The Gothic War showed the deep flaws that would lead to the Roman Empire’s downfall
In AD 376, the Roman Empire was still strong. It was run as well as it ever had been and boasted a large and efficient army. So when a group of migrating Gothic tribesmen and their families arrived that year at the River Danube, which marked the frontier of the Roman Empire, there were well-established precedents for dealing with them.
Emperor Flavius Julius Valens was pleased at the thought of settling them on land in the Roman provinces, thinking they might provide recruits for his army. His local commanders sensed an opportunity for profit, for they controlled the food supplies on which the migrants would depend as soon as they crossed the frontier. After Lupicinus, the magister militum (governor general) of Thrace, had extorted their valuables—in some cases even their children, whom he would sell as slaves—he invited the leaders of the Goths to dinner. During the meal a rebellion started, which turned into a bitter, six-year war.

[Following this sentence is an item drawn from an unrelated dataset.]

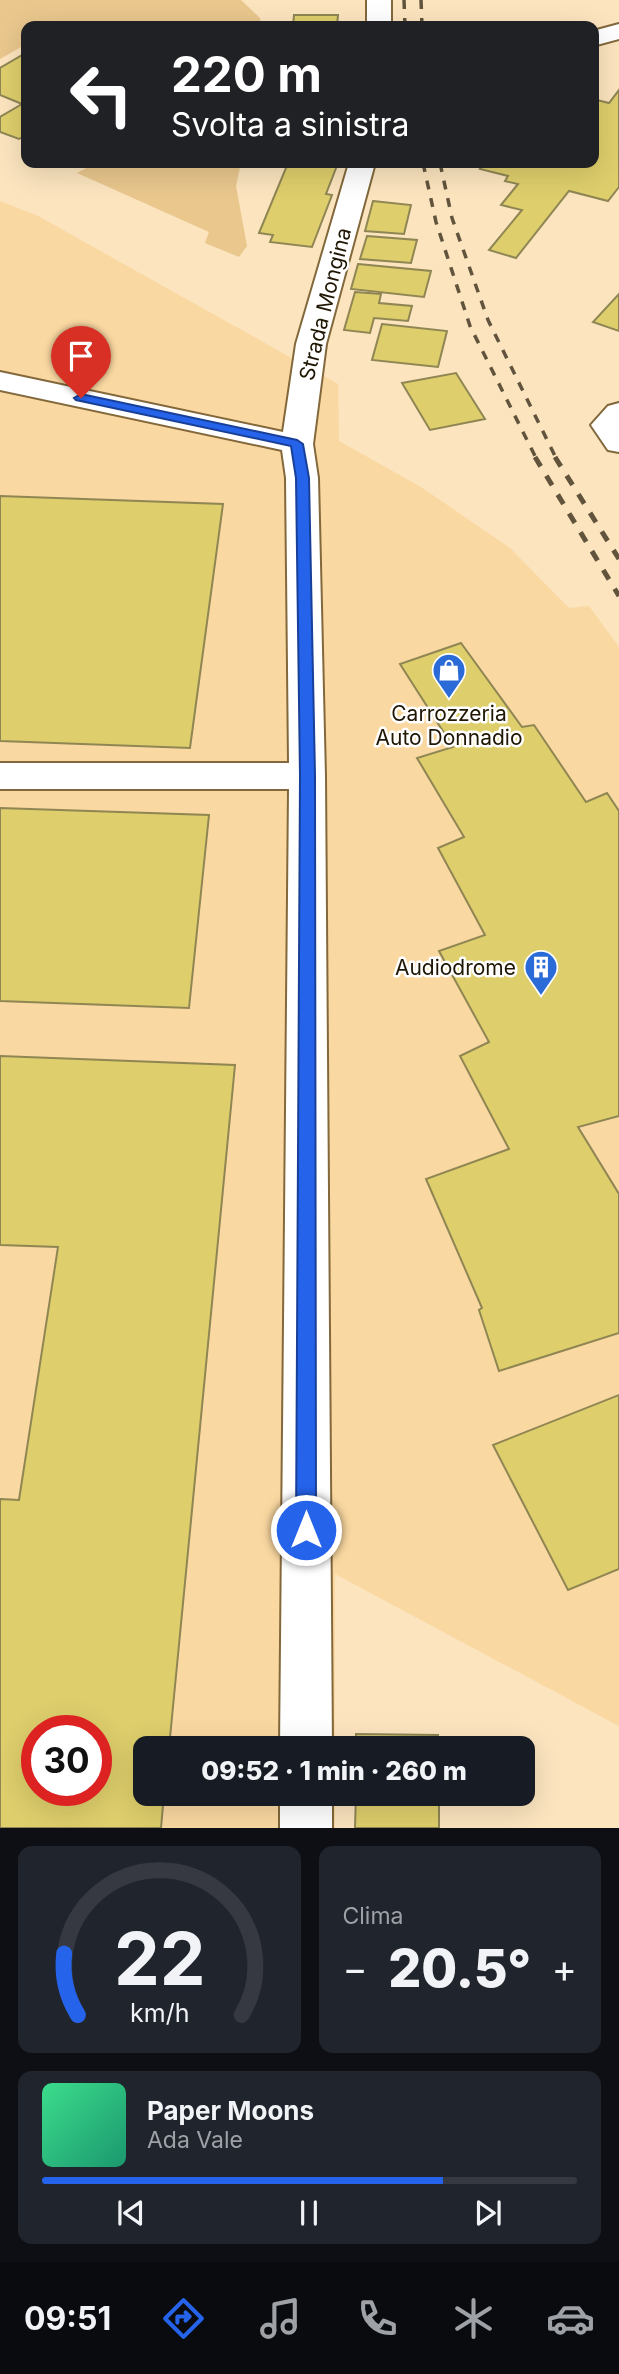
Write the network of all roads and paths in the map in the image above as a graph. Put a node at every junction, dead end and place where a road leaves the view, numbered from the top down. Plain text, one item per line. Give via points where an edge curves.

On August 9, AD 378, near the city of Adrianople (modern Edirne in European Turkey), these Goths and their allies defeated a Roman army and killed Valens himself. This disaster is often seen as a landmark event—a key moment in a process that led to the collapse of the western half of the Roman Empire a century later. The Goths who sacked Rome itself in 410 doubtless included many men whose fathers and grandfathers had fought at Adrianople, and just possibly a few old warriors who had been present at that great Gothic victory.
Thus, goes this story line, it was bad luck, poor decisions, and poor leadership that produced the disaster, kicking off a chain of events that eventually brought to an end centuries of Roman rule. By the end of the fifth century, the Goths within the empire would split into two groups, the Visigoths (or West Goths) who conquered Spain, and the Ostrogoths (East Goths) who carved out a kingdom for themselves in Italy.
Yet a closer look, not just at the battle of Adrianople but also at the six-year war that pitted the might of the Roman Empire against two small groups of migrating tribesmen suggests a different scenario. Far from being strong and well run, the Roman Empire was already showing serious structural flaws. And that turned a minor problem into a major crisis.
Most modern estimates suggest that the fourth-century Roman army was large, perhaps as large as 650,000—twice the size of the force controlled by the Caesars in the first and second centuries. It was divided into two—the limetanei who were stationed on the frontiers, and the better-paid comitatenses who did not have fixed garrisons and were billeted in towns and cities during the winter months. The latter were seen as mobile troops, and were often branded as elite. Not tied to one province, they were free to move to wherever they were required.
The limetanei protected the frontiers, and controlled all but the largest invasions, which would then be dealt with by a field force of comitatenses. This is claimed to have been a far more flexible system than emperors employed in the first and second centuries, when almost all the army was stationed on the frontier, and could not be moved elsewhere without seriously weakening these provinces.